My 28-year-old nephew is crewing with me for a couple of weeks, escaping the frigid New York winter. He and I get along well and it's fun having him aboard. Eric flew in to St. Maarten on the 6th of January. After some fast preparations and provisioning, we set sail at dawn on the 9th, fighting our way sixty miles southeast that first day against a strong ESE’ly wind and a rough chop. Silver Heels weathered Statia’s (St. Eustatius’) windward side and then plowed along the west coast of St. Kits (St. Christopher) to a remote, blessedly smooth anchorage on that island’s southwest corner. In the morning we chugged another hour or so southeast to Charlestown, island of Nevis, and cleared in. Here we’re hanging out, waiting for Eric’s sister (my niece), Britt, to join us for the remainder of the sail to Martinique, still 150 nautical miles SSE. Along the way we may stop overnight in Montserrat, and then spend some days visiting Guadeloupe, Iles des Saintes, and Dominica. 

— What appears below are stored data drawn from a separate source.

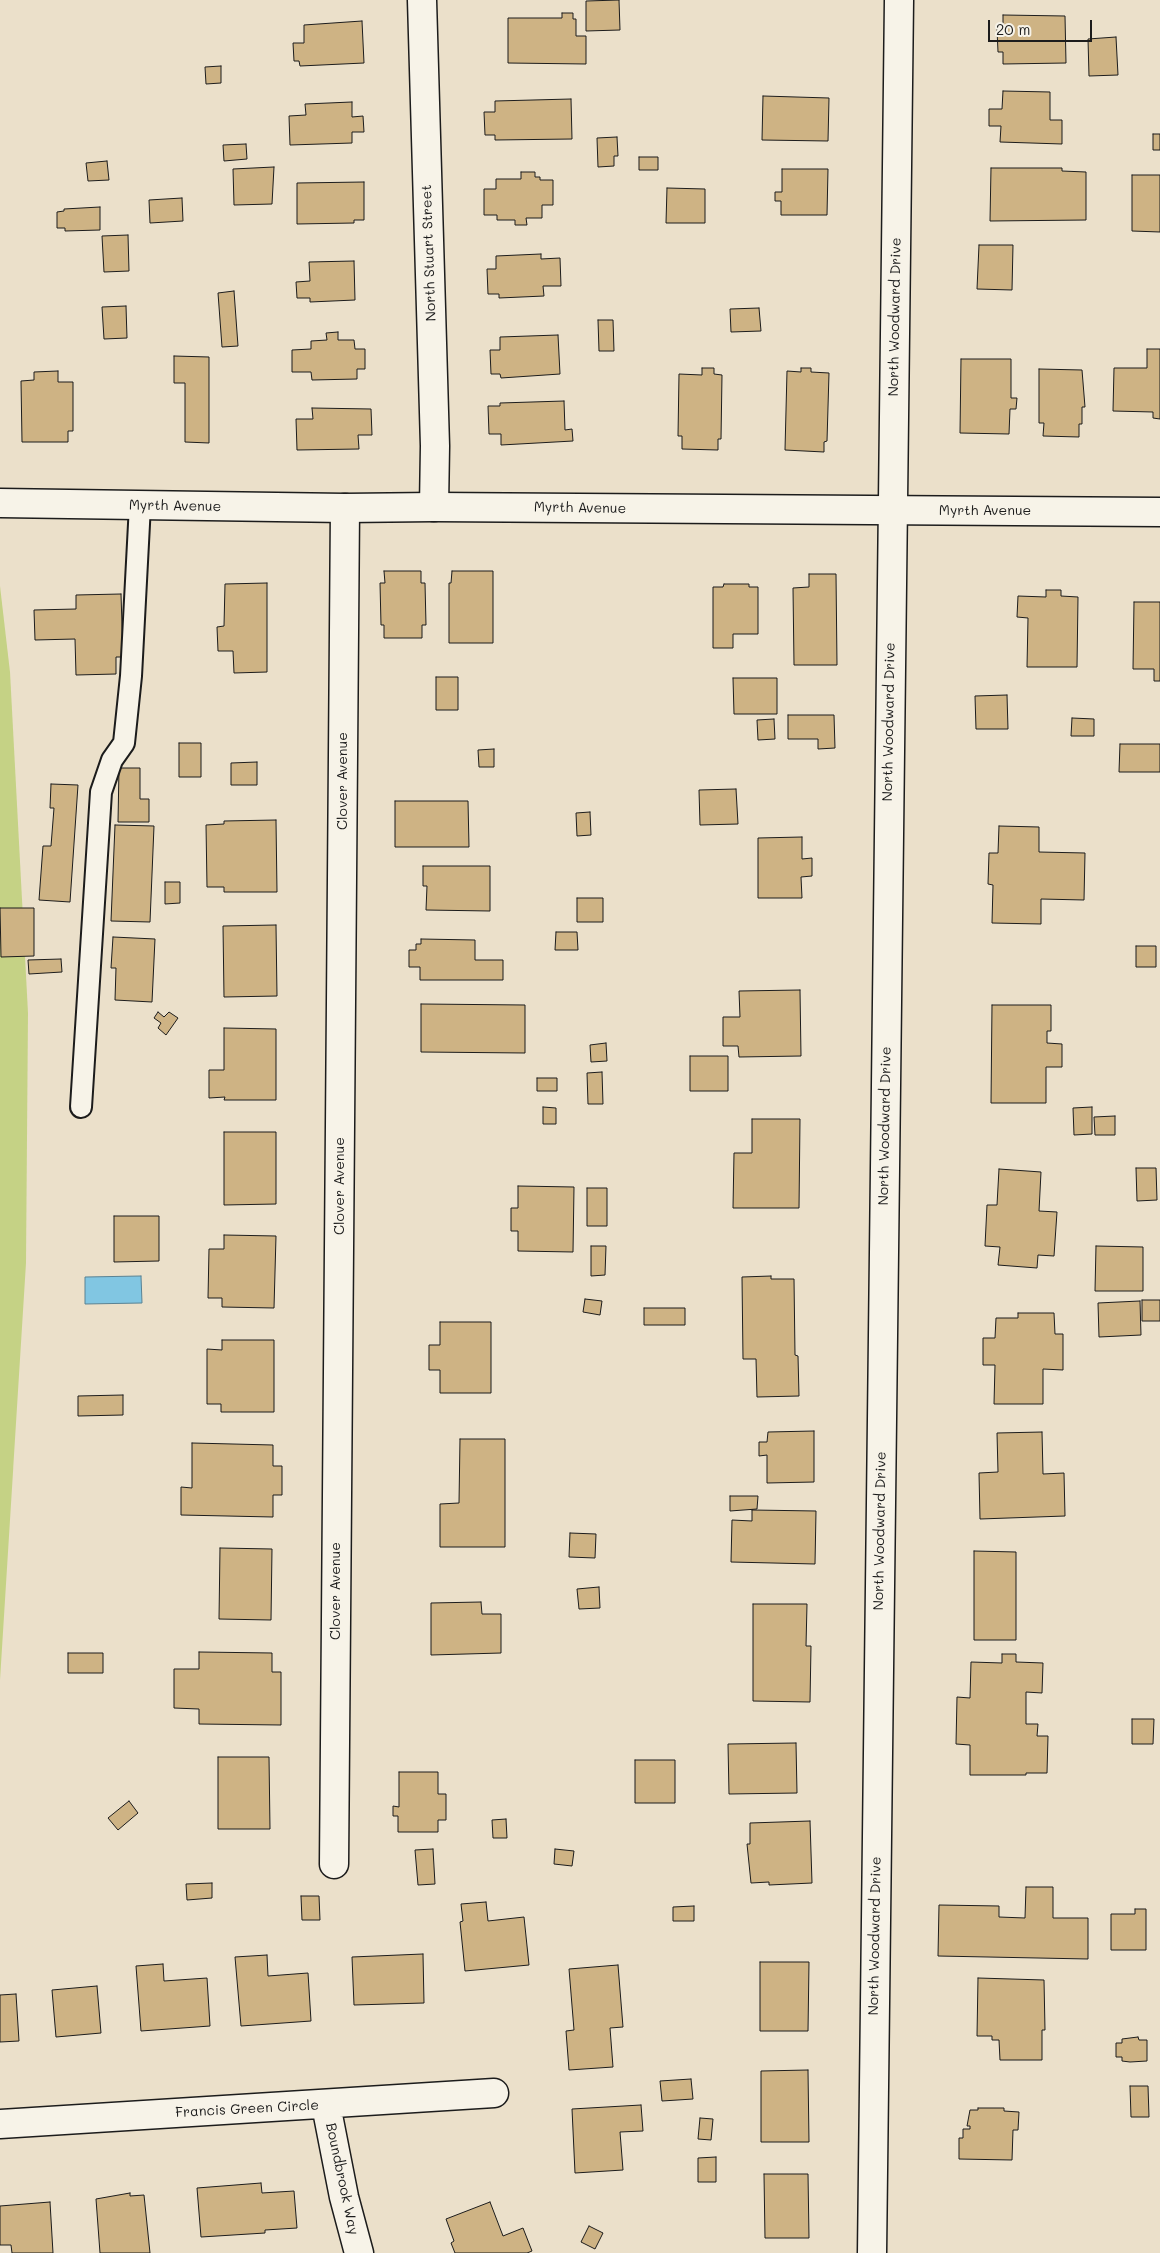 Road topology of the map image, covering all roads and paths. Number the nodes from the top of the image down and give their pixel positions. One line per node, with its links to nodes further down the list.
1 (422, 0): 5 (street, North Stuart Street)
2 (899, 0): 7 (street, North Woodward Drive)
3 (0, 503): 4 (street, Myrth Avenue)
4 (140, 505): 6 (street, Myrth Avenue); 9 (lane)
5 (434, 507): 6 (street, Myrth Avenue); 7 (street, Myrth Avenue)
6 (345, 508): 10 (street, Clover Avenue)
7 (892, 511): 8 (street, Myrth Avenue); 15 (street, North Woodward Drive)
8 (1160, 512)
9 (81, 1107)
10 (334, 1864)
11 (494, 2094): 12 (street, Francis Green Circle)
12 (326, 2105): 13 (street, Francis Green Circle); 14 (street, Boundbrook Way)
13 (0, 2124)
14 (359, 2253)
15 (872, 2253) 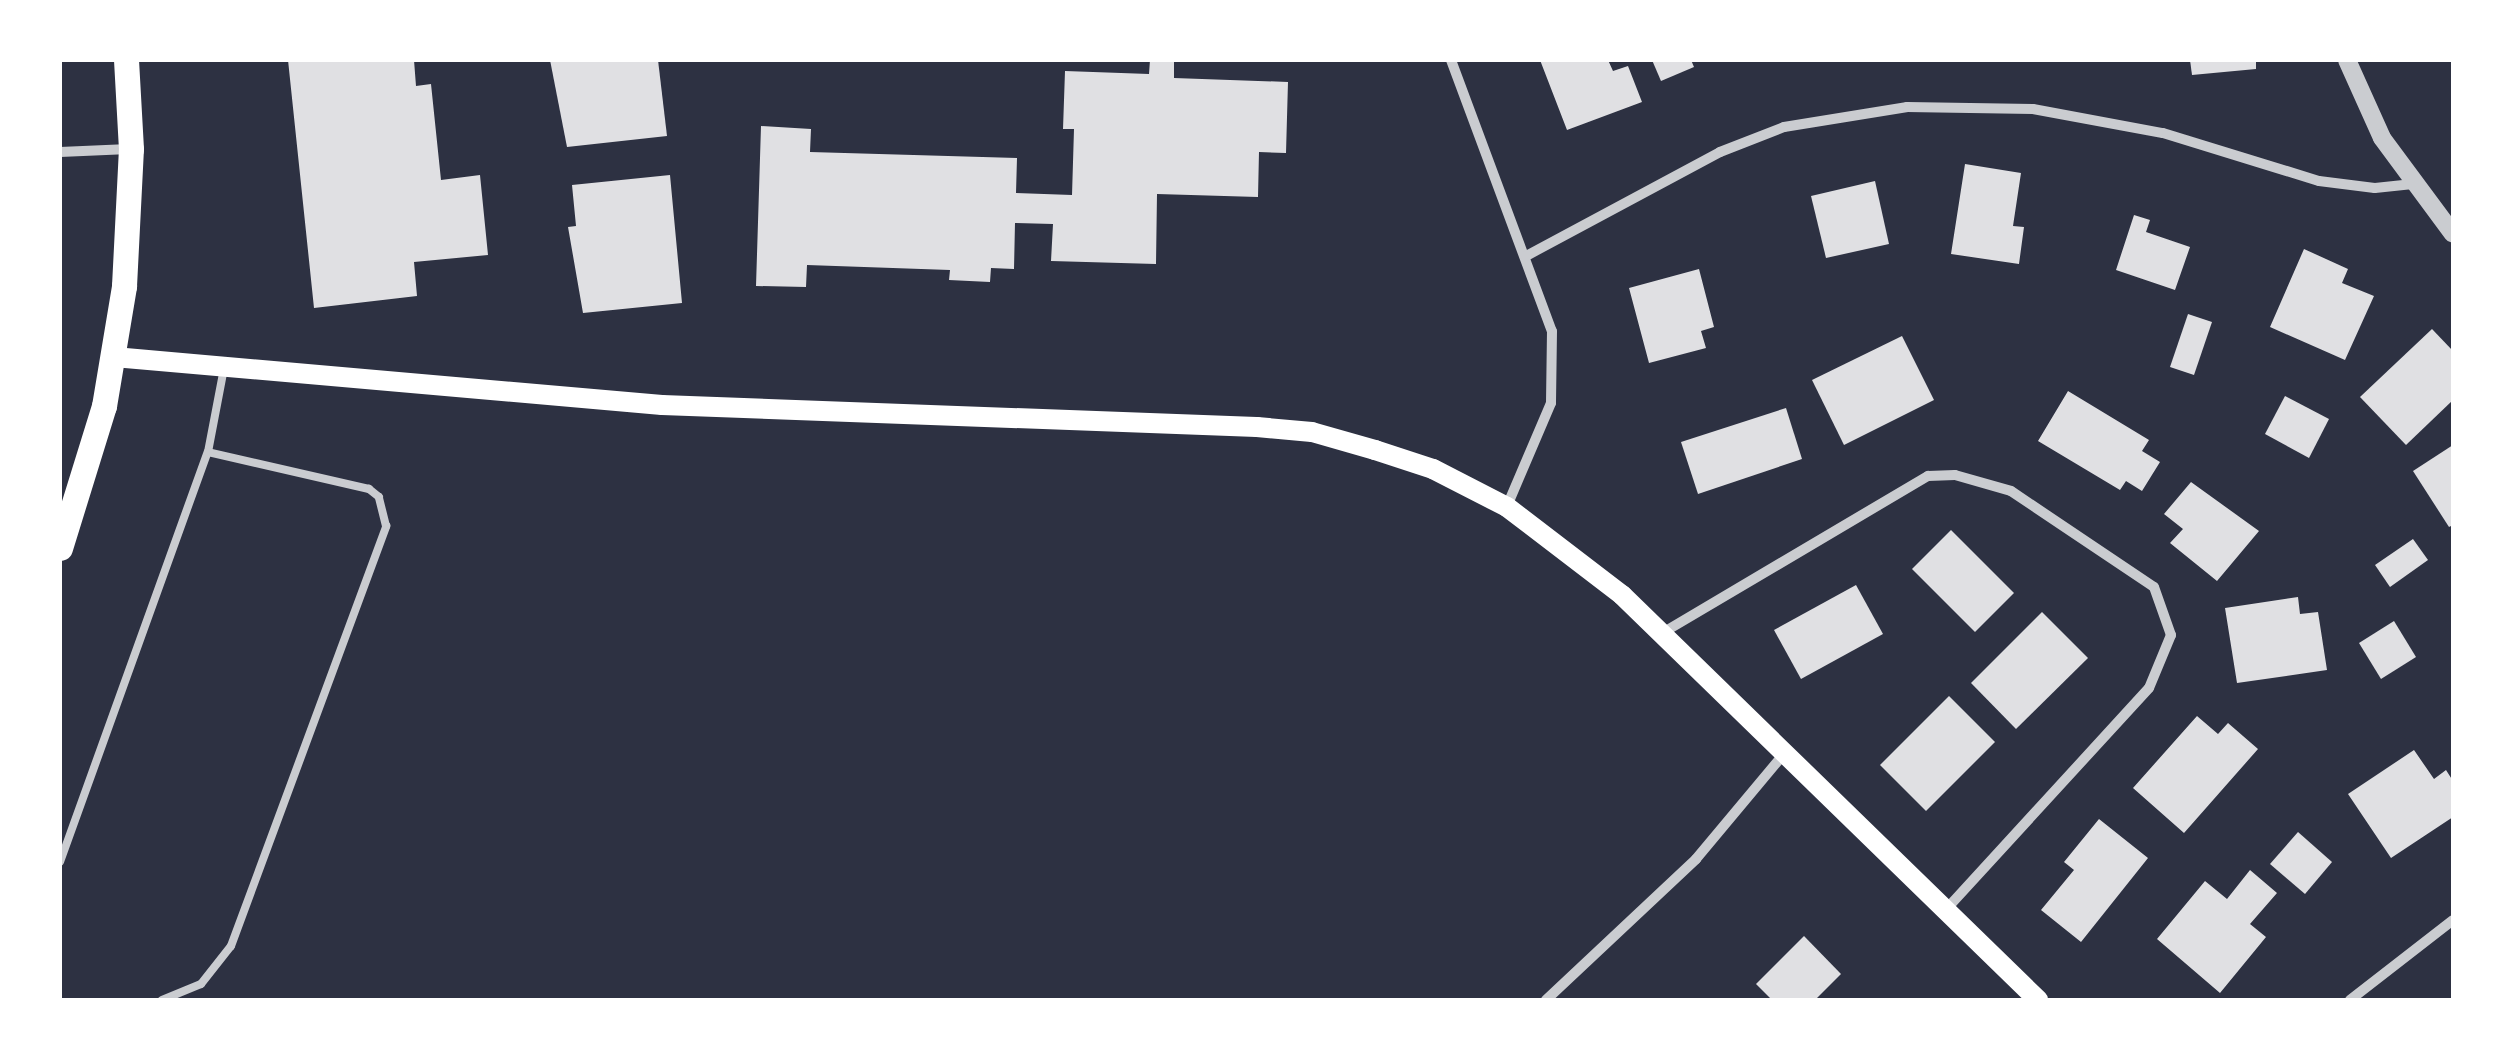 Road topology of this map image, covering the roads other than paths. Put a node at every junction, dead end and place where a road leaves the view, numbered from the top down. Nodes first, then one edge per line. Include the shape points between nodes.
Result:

Thursday, December 17, 2009
Simpson Bay, St. Maarten

We cast off Beaufort Docks at 9:30 AM on Sunday, December 6th, and dropped anchor in Simpson Bay, St. Maarten, Netherlands Antilles at 2130 hrs. (9:30 PM) this evening, thus ending my first offshore passage with Silver Heels, and in fact my first long offshore passage since I sailed Sparrow back from Europe in 1993! My all-girl crew for this trip, Davina and Jennifer, were very good shipmates. Both stood their watches without complaint, voluntarily - even eagerly - braved the foredeck in rough weather, and provided pleasant company to boot. I could hardly have asked for more.

Silver Heels did well, too. Some equipment broke, most notably a blade of the wind generator and the Shaft-Lok, both of which caused some inconvenience. The boat's 32-year-old interior joinery groaned and creaked in heavy seas like the timbers of a mine on the verse of collapse, but she seems to have come through it in tact, with no visible signs of the stresses she endured from 10-15' seas - short, steep seas! - pounding her relentlessly for days on end in 20-35 knot winds.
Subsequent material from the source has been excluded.